> [WORK ORDER]: Restate the whole of the data below word for word, skipping the images.

:: MATERIAL PROVIDED

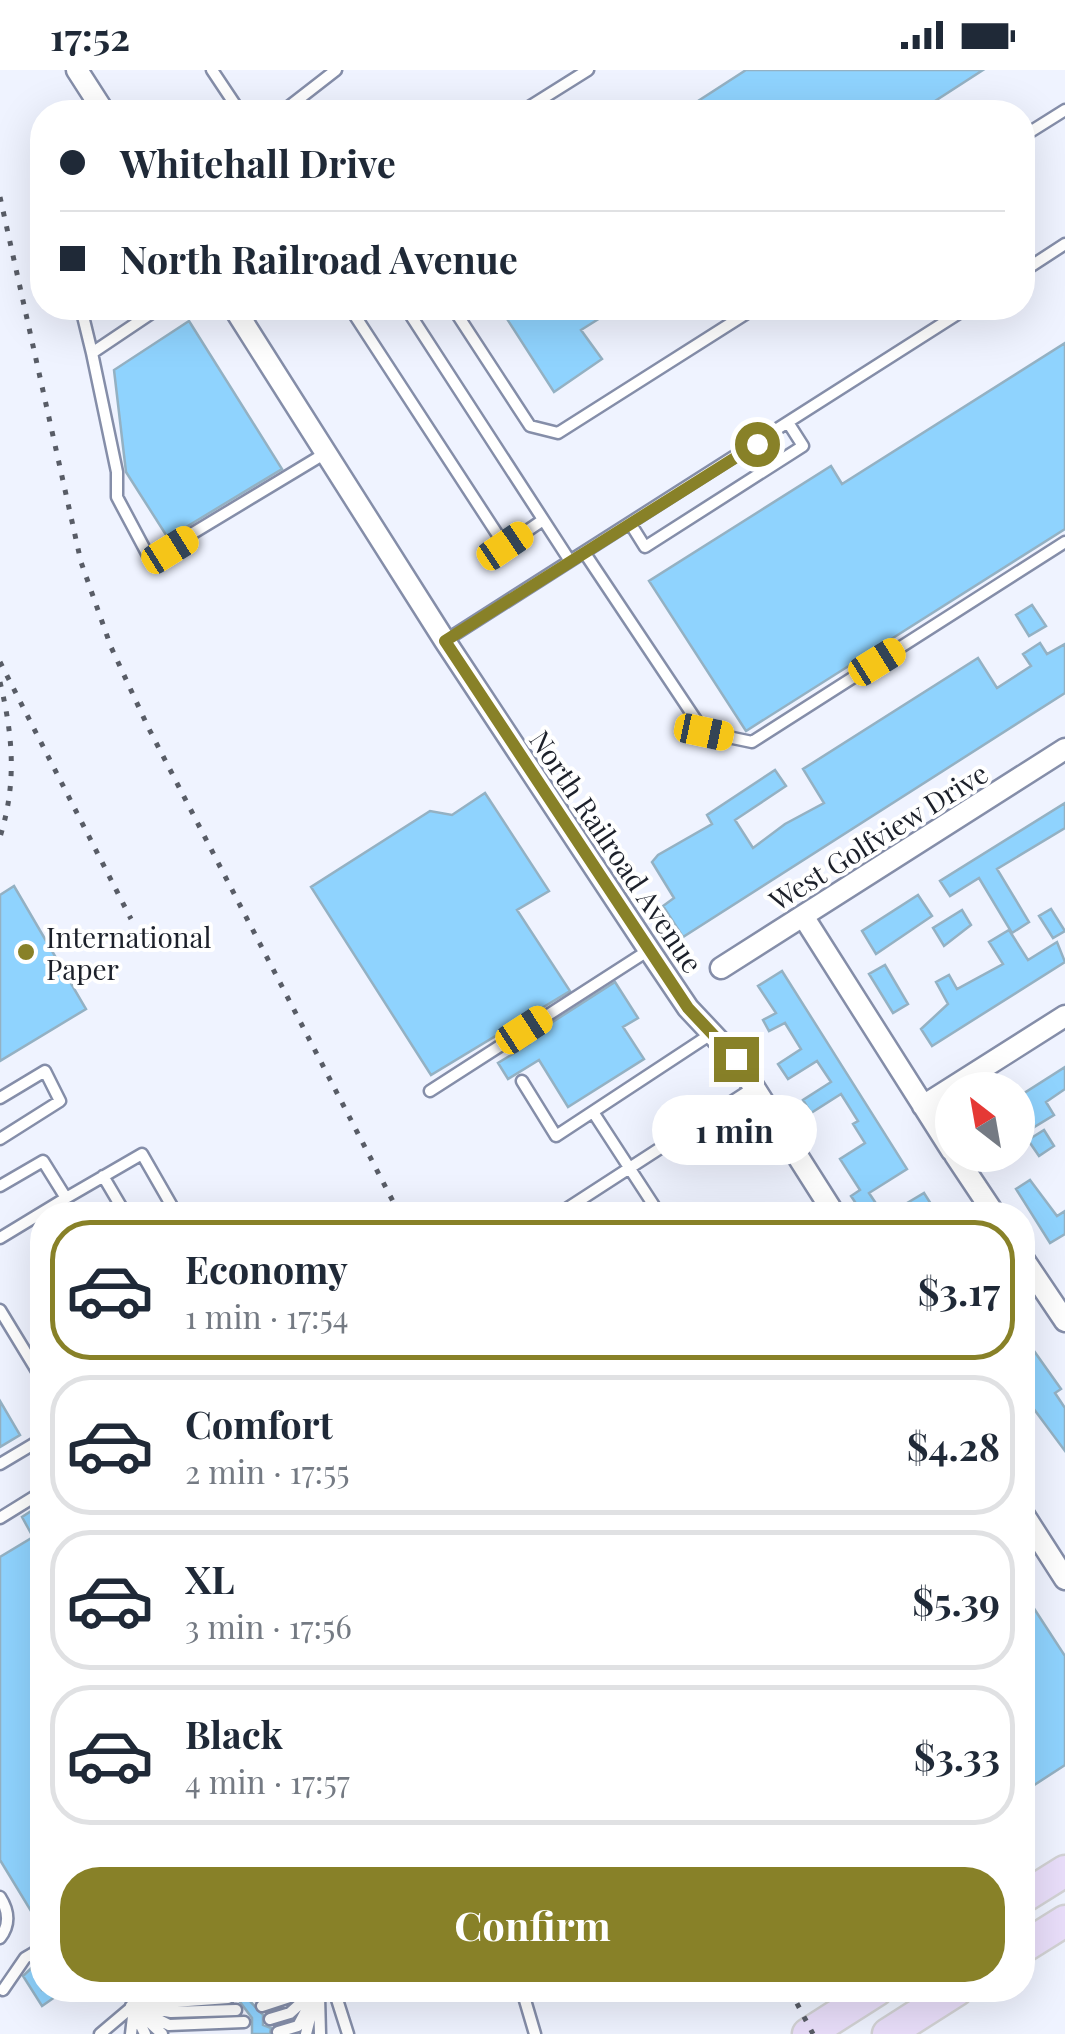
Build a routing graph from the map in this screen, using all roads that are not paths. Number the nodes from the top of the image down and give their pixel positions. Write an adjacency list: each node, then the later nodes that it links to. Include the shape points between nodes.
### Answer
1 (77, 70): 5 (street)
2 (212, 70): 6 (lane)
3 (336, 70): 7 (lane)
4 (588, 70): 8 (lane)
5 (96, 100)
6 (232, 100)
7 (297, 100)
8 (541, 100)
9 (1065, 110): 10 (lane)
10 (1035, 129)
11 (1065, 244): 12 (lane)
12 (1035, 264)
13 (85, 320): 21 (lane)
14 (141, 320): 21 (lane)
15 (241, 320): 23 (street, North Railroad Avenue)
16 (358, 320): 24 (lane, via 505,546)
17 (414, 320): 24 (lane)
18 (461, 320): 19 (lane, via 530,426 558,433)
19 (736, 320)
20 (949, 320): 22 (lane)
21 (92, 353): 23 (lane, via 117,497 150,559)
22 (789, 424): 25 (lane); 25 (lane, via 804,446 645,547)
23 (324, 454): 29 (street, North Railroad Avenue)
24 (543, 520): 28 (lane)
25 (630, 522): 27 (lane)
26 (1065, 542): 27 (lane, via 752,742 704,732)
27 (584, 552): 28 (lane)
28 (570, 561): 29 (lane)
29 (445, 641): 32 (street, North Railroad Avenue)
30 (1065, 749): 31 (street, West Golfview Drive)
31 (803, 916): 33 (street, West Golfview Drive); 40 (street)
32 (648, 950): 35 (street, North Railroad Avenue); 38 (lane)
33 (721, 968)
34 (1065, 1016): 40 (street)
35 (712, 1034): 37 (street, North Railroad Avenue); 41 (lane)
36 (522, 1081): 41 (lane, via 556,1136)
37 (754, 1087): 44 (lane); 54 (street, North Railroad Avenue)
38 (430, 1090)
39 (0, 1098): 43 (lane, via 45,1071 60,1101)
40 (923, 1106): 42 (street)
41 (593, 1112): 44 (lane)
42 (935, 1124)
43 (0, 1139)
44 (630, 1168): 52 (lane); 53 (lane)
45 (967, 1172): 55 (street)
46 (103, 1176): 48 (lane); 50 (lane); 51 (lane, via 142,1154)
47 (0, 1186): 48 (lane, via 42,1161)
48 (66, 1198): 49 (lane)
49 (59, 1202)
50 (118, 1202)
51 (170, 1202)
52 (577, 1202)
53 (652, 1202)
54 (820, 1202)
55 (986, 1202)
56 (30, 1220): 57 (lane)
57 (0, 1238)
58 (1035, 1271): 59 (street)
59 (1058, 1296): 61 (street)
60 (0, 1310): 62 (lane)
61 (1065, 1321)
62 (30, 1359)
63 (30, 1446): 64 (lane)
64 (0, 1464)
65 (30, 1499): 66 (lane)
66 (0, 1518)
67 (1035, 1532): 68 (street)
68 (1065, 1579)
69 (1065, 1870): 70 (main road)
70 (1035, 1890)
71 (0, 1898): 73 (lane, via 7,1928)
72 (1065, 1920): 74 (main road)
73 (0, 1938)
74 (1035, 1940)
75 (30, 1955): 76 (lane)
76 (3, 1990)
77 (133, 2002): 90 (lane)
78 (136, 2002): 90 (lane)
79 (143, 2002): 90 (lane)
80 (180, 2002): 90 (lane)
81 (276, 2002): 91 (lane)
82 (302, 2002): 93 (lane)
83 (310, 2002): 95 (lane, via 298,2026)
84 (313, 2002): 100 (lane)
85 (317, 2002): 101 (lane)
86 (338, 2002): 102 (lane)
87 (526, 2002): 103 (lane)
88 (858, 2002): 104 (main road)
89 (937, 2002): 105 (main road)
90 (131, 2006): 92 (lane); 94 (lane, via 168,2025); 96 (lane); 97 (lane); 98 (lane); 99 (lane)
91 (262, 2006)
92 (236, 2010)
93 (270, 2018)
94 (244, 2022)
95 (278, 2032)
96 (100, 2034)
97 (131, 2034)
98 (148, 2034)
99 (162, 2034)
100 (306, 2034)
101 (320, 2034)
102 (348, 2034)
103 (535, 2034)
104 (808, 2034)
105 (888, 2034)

::::

> [SOLVED PROBLEM]:
Build a routing graph from the map in this screen, using all roads that are not paths. Number the nodes from the top of the image down and give their pixel positions. Write an adjacency list: each node, then the later nodes that it links to. Include the shape points between nodes.
### Answer
1 (77, 70): 5 (street)
2 (212, 70): 6 (lane)
3 (336, 70): 7 (lane)
4 (588, 70): 8 (lane)
5 (96, 100)
6 (232, 100)
7 (297, 100)
8 (541, 100)
9 (1065, 110): 10 (lane)
10 (1035, 129)
11 (1065, 244): 12 (lane)
12 (1035, 264)
13 (85, 320): 21 (lane)
14 (141, 320): 21 (lane)
15 (241, 320): 23 (street, North Railroad Avenue)
16 (358, 320): 24 (lane, via 505,546)
17 (414, 320): 24 (lane)
18 (461, 320): 19 (lane, via 530,426 558,433)
19 (736, 320)
20 (949, 320): 22 (lane)
21 (92, 353): 23 (lane, via 117,497 150,559)
22 (789, 424): 25 (lane); 25 (lane, via 804,446 645,547)
23 (324, 454): 29 (street, North Railroad Avenue)
24 (543, 520): 28 (lane)
25 (630, 522): 27 (lane)
26 (1065, 542): 27 (lane, via 752,742 704,732)
27 (584, 552): 28 (lane)
28 (570, 561): 29 (lane)
29 (445, 641): 32 (street, North Railroad Avenue)
30 (1065, 749): 31 (street, West Golfview Drive)
31 (803, 916): 33 (street, West Golfview Drive); 40 (street)
32 (648, 950): 35 (street, North Railroad Avenue); 38 (lane)
33 (721, 968)
34 (1065, 1016): 40 (street)
35 (712, 1034): 37 (street, North Railroad Avenue); 41 (lane)
36 (522, 1081): 41 (lane, via 556,1136)
37 (754, 1087): 44 (lane); 54 (street, North Railroad Avenue)
38 (430, 1090)
39 (0, 1098): 43 (lane, via 45,1071 60,1101)
40 (923, 1106): 42 (street)
41 (593, 1112): 44 (lane)
42 (935, 1124)
43 (0, 1139)
44 (630, 1168): 52 (lane); 53 (lane)
45 (967, 1172): 55 (street)
46 (103, 1176): 48 (lane); 50 (lane); 51 (lane, via 142,1154)
47 (0, 1186): 48 (lane, via 42,1161)
48 (66, 1198): 49 (lane)
49 (59, 1202)
50 (118, 1202)
51 (170, 1202)
52 (577, 1202)
53 (652, 1202)
54 (820, 1202)
55 (986, 1202)
56 (30, 1220): 57 (lane)
57 (0, 1238)
58 (1035, 1271): 59 (street)
59 (1058, 1296): 61 (street)
60 (0, 1310): 62 (lane)
61 (1065, 1321)
62 (30, 1359)
63 (30, 1446): 64 (lane)
64 (0, 1464)
65 (30, 1499): 66 (lane)
66 (0, 1518)
67 (1035, 1532): 68 (street)
68 (1065, 1579)
69 (1065, 1870): 70 (main road)
70 (1035, 1890)
71 (0, 1898): 73 (lane, via 7,1928)
72 (1065, 1920): 74 (main road)
73 (0, 1938)
74 (1035, 1940)
75 (30, 1955): 76 (lane)
76 (3, 1990)
77 (133, 2002): 90 (lane)
78 (136, 2002): 90 (lane)
79 (143, 2002): 90 (lane)
80 (180, 2002): 90 (lane)
81 (276, 2002): 91 (lane)
82 (302, 2002): 93 (lane)
83 (310, 2002): 95 (lane, via 298,2026)
84 (313, 2002): 100 (lane)
85 (317, 2002): 101 (lane)
86 (338, 2002): 102 (lane)
87 (526, 2002): 103 (lane)
88 (858, 2002): 104 (main road)
89 (937, 2002): 105 (main road)
90 (131, 2006): 92 (lane); 94 (lane, via 168,2025); 96 (lane); 97 (lane); 98 (lane); 99 (lane)
91 (262, 2006)
92 (236, 2010)
93 (270, 2018)
94 (244, 2022)
95 (278, 2032)
96 (100, 2034)
97 (131, 2034)
98 (148, 2034)
99 (162, 2034)
100 (306, 2034)
101 (320, 2034)
102 (348, 2034)
103 (535, 2034)
104 (808, 2034)
105 (888, 2034)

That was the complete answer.